#### [WHAT IS NEEDED]
Return the entries verbatim and drop every picture.

#### [INFORMATION SUPPLIED]

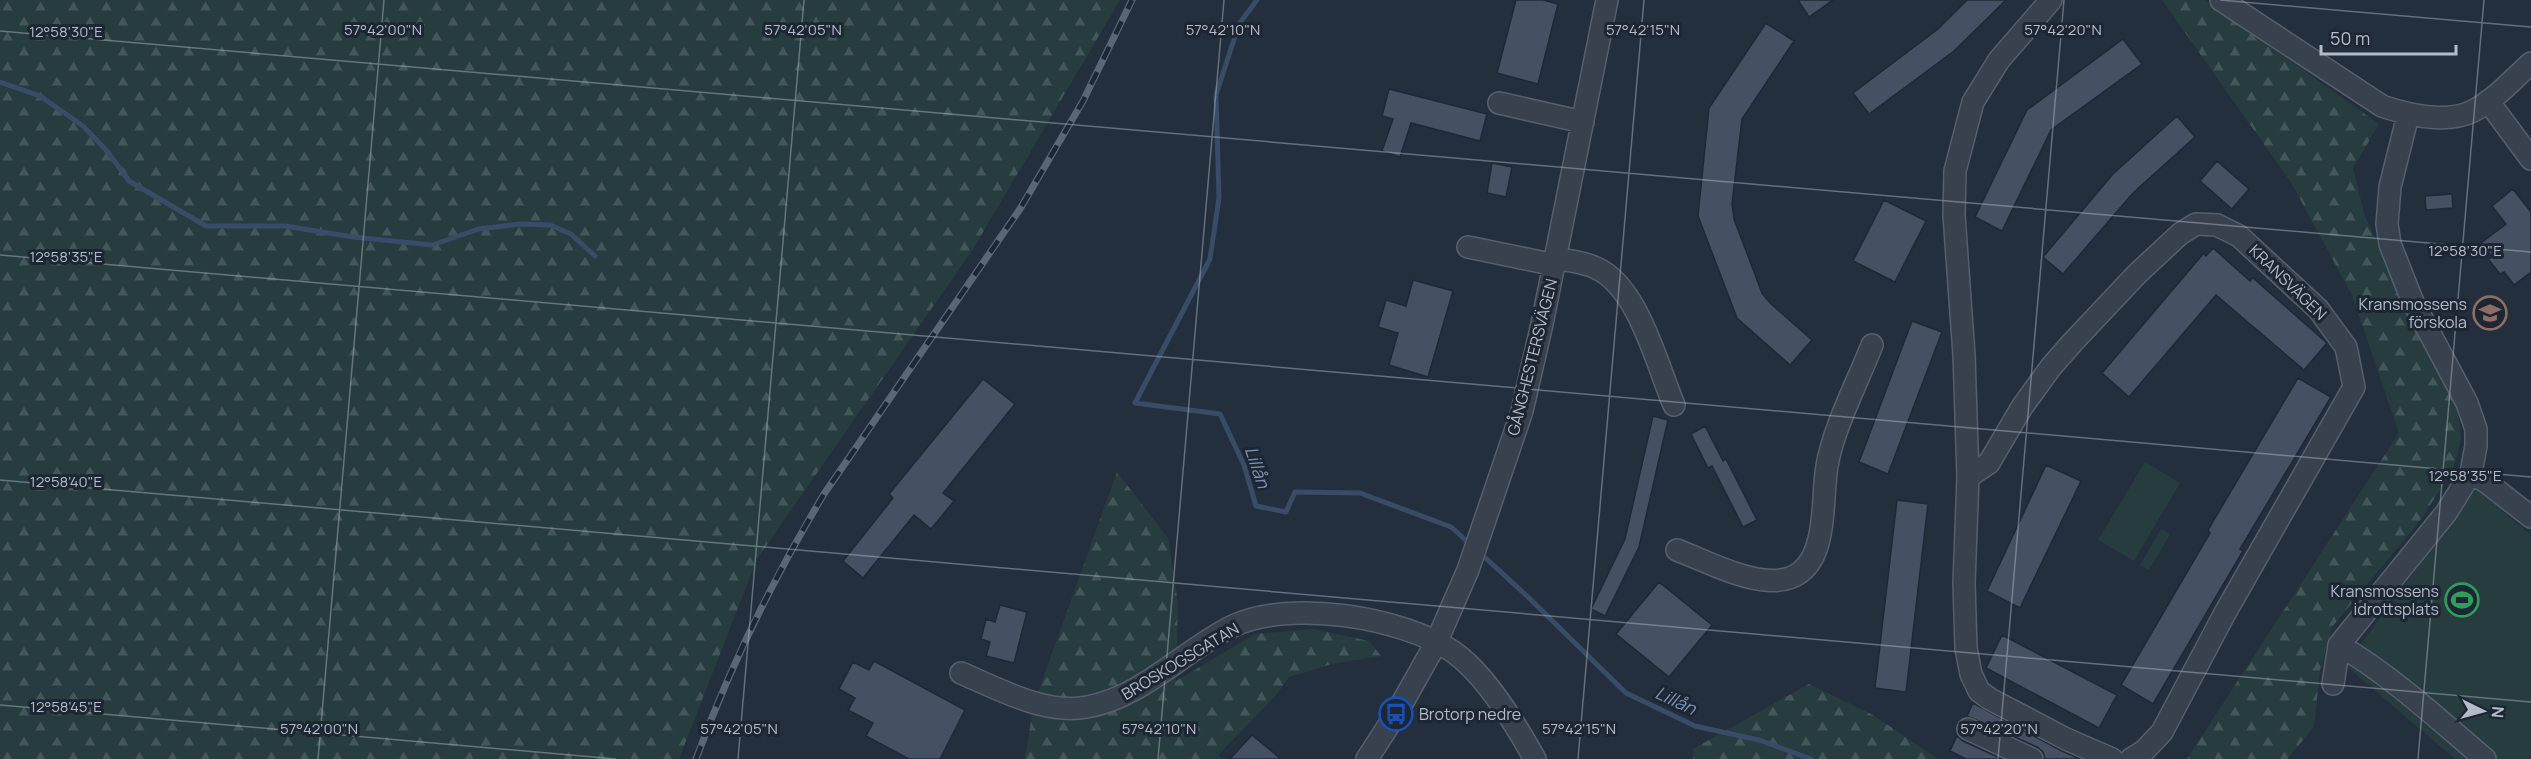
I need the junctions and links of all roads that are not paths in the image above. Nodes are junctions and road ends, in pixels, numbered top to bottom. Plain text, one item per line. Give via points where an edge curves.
1 (1607, 0) edge
2 (2051, 0) edge
3 (2221, 0) edge
4 (2531, 63) edge
5 (2488, 101) junction
6 (1499, 103) dead end
7 (2408, 116) junction
8 (1583, 122) junction
9 (2531, 159) edge
10 (1468, 247) dead end
11 (1555, 262) junction
12 (1872, 345) dead end
13 (1674, 405) dead end
14 (2470, 472) junction
15 (1968, 477) junction
16 (2531, 516) edge
17 (1677, 550) dead end
18 (1436, 643) junction
19 (2339, 645) junction
20 (961, 673) dead end
21 (2333, 684) dead end
22 (1968, 729) dead end
23 (1367, 759) edge
24 (1535, 759) edge
25 (2032, 759) edge
26 (2112, 759) edge
27 (2131, 759) edge
28 (2485, 759) edge

1 - 8 street, GÅNGHESTERSVÄGEN
2 - 15 street via 1999,60 1973,102 1955,171
3 - 7 street via 2382,106
4 - 5 street
5 - 7 street via 2472,112 2434,118
5 - 9 street
6 - 8 street
7 - 14 street via 2390,187 2390,244 2412,300 2467,403 2476,429
8 - 11 street, GÅNGHESTERSVÄGEN
10 - 11 street
11 - 13 street via 1596,267 1615,280 1639,316
11 - 18 street, GÅNGHESTERSVÄGEN via 1522,411 1467,570
12 - 17 street via 1833,444 1819,539 1806,570 1795,578 1772,582
14 - 16 street
14 - 19 street via 2446,513
15 - 26 street via 1966,648 1978,691
15 - 27 street, KRANSVÄGEN via 1989,463 2022,407 2072,343 2137,274 2196,224 2217,225 2239,236 2318,309 2346,347 2354,387 2162,732
18 - 20 street, BROSKOGSGATAN via 1383,623 1335,614 1272,615 1234,626 1119,698 1086,708 1032,702
18 - 23 street, GÅNGHESTERSVÄGEN
18 - 24 street, BROSKOGSGATAN via 1464,661 1488,687
19 - 21 street
19 - 28 street
22 - 25 street

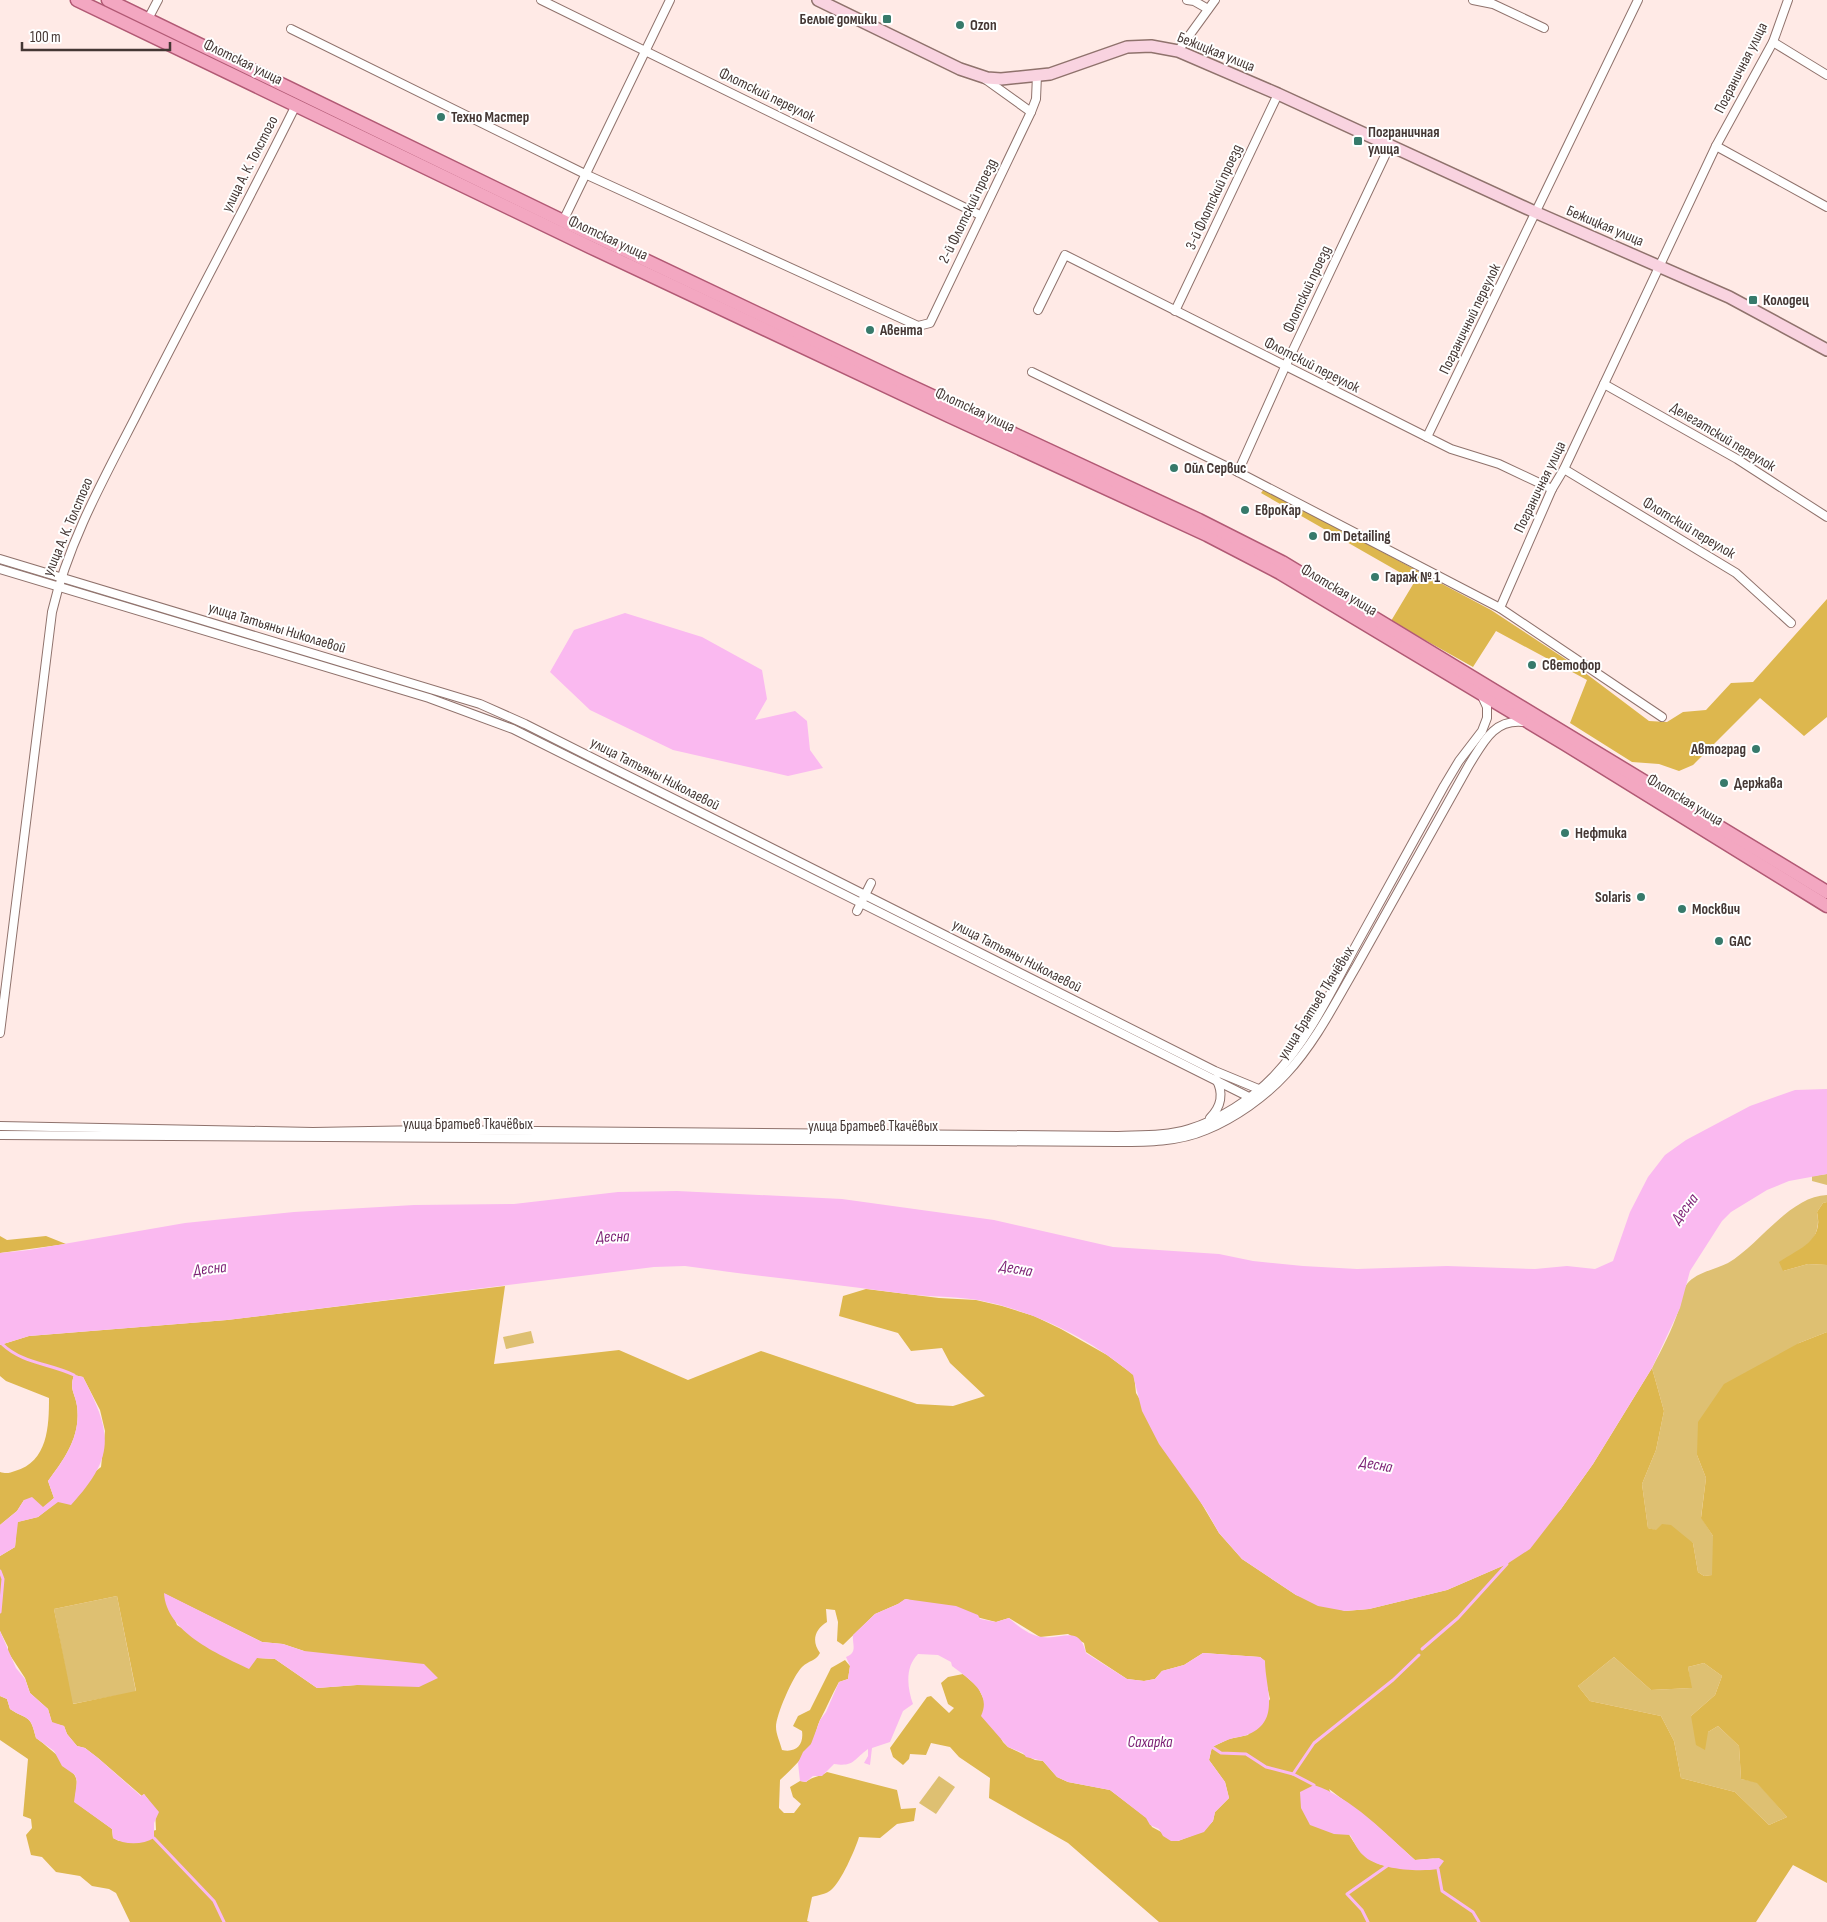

#### [TASK RESULT]
I need the junctions and links of all roads that are not paths in the image above. Nodes are junctions and road ends, in pixels, numbered top to bottom. Plain text, one item per line. Give via points where an edge curves.
1 (1607, 0) edge
2 (2051, 0) edge
3 (2221, 0) edge
4 (2531, 63) edge
5 (2488, 101) junction
6 (1499, 103) dead end
7 (2408, 116) junction
8 (1583, 122) junction
9 (2531, 159) edge
10 (1468, 247) dead end
11 (1555, 262) junction
12 (1872, 345) dead end
13 (1674, 405) dead end
14 (2470, 472) junction
15 (1968, 477) junction
16 (2531, 516) edge
17 (1677, 550) dead end
18 (1436, 643) junction
19 (2339, 645) junction
20 (961, 673) dead end
21 (2333, 684) dead end
22 (1968, 729) dead end
23 (1367, 759) edge
24 (1535, 759) edge
25 (2032, 759) edge
26 (2112, 759) edge
27 (2131, 759) edge
28 (2485, 759) edge

1 - 8 street, GÅNGHESTERSVÄGEN
2 - 15 street via 1999,60 1973,102 1955,171
3 - 7 street via 2382,106
4 - 5 street
5 - 7 street via 2472,112 2434,118
5 - 9 street
6 - 8 street
7 - 14 street via 2390,187 2390,244 2412,300 2467,403 2476,429
8 - 11 street, GÅNGHESTERSVÄGEN
10 - 11 street
11 - 13 street via 1596,267 1615,280 1639,316
11 - 18 street, GÅNGHESTERSVÄGEN via 1522,411 1467,570
12 - 17 street via 1833,444 1819,539 1806,570 1795,578 1772,582
14 - 16 street
14 - 19 street via 2446,513
15 - 26 street via 1966,648 1978,691
15 - 27 street, KRANSVÄGEN via 1989,463 2022,407 2072,343 2137,274 2196,224 2217,225 2239,236 2318,309 2346,347 2354,387 2162,732
18 - 20 street, BROSKOGSGATAN via 1383,623 1335,614 1272,615 1234,626 1119,698 1086,708 1032,702
18 - 23 street, GÅNGHESTERSVÄGEN
18 - 24 street, BROSKOGSGATAN via 1464,661 1488,687
19 - 21 street
19 - 28 street
22 - 25 street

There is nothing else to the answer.